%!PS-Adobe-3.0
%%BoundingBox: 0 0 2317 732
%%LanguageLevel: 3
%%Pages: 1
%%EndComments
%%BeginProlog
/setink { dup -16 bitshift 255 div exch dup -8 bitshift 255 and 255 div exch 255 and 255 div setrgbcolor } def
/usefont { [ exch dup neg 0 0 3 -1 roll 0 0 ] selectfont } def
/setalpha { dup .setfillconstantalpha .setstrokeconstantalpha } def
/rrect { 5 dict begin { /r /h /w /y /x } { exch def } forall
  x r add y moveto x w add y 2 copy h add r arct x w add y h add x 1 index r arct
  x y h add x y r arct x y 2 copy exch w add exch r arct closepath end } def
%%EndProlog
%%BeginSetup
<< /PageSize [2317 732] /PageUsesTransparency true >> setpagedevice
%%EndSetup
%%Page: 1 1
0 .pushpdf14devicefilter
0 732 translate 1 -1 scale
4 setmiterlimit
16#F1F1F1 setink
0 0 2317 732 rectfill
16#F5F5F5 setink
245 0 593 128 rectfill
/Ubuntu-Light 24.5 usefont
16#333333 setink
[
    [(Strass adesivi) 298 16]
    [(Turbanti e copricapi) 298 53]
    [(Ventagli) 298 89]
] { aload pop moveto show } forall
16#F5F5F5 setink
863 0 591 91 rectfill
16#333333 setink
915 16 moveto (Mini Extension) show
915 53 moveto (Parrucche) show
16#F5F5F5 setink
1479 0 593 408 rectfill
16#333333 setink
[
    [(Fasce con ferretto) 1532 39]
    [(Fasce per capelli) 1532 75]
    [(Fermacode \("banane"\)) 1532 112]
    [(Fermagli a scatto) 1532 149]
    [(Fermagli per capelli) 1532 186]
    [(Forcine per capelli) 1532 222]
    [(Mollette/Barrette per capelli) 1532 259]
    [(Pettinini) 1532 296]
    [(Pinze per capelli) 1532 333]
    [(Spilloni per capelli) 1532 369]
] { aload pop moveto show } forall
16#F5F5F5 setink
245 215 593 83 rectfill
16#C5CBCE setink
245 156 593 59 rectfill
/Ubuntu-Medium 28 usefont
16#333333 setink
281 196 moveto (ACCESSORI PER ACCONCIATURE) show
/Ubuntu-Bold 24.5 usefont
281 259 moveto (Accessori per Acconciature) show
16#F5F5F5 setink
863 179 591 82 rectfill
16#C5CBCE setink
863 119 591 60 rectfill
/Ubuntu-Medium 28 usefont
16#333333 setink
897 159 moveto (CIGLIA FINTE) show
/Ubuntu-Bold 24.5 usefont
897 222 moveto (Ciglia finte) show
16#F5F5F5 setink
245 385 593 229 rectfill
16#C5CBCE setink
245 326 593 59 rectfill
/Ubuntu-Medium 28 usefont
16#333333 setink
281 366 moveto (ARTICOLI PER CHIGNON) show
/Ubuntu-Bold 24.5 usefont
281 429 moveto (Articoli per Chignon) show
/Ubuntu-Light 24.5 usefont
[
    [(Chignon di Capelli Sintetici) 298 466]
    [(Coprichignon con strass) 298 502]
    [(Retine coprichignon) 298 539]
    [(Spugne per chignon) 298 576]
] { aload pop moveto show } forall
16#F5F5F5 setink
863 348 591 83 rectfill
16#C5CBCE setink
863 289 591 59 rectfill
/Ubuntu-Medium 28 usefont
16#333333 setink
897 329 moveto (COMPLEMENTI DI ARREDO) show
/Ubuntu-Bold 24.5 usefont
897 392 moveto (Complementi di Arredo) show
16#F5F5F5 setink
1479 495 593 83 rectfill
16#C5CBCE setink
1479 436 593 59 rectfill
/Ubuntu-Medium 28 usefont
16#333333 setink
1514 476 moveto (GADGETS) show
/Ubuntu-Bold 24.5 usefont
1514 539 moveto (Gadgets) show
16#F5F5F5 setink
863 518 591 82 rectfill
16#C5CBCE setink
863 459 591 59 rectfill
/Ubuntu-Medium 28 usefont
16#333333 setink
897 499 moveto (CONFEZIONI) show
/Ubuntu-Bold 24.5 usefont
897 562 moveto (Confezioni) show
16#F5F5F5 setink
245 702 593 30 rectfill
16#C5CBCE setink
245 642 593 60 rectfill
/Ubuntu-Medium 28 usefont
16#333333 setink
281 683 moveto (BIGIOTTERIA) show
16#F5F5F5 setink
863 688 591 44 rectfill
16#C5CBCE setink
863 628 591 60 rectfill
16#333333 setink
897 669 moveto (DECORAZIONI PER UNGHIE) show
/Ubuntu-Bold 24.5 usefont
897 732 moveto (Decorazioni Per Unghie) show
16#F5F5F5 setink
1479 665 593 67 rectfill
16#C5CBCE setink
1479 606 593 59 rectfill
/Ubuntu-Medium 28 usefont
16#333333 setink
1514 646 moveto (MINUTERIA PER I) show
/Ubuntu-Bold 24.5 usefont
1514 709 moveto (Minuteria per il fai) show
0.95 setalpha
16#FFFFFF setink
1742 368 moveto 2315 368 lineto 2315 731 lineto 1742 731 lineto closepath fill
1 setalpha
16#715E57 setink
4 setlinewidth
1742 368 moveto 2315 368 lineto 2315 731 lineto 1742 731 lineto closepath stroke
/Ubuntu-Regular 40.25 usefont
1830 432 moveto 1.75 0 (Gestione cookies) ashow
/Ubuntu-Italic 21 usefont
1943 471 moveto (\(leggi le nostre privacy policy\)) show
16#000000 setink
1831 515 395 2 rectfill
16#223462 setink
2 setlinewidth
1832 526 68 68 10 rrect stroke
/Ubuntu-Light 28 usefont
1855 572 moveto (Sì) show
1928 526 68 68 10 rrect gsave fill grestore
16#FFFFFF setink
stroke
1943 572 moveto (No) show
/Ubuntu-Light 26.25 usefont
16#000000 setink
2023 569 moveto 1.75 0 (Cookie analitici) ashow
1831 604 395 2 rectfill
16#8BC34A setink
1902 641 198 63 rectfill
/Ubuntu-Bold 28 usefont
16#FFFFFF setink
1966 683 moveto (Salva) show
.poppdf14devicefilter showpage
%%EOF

**TASK OBJECTIVE:**
From the records above, extract exactly and only the lines that begin at the line with "<< /PageSize [2317" and stop after the line with "4 setmiterlimit".

**RESULT:**
<< /PageSize [2317 732] /PageUsesTransparency true >> setpagedevice
%%EndSetup
%%Page: 1 1
0 .pushpdf14devicefilter
0 732 translate 1 -1 scale
4 setmiterlimit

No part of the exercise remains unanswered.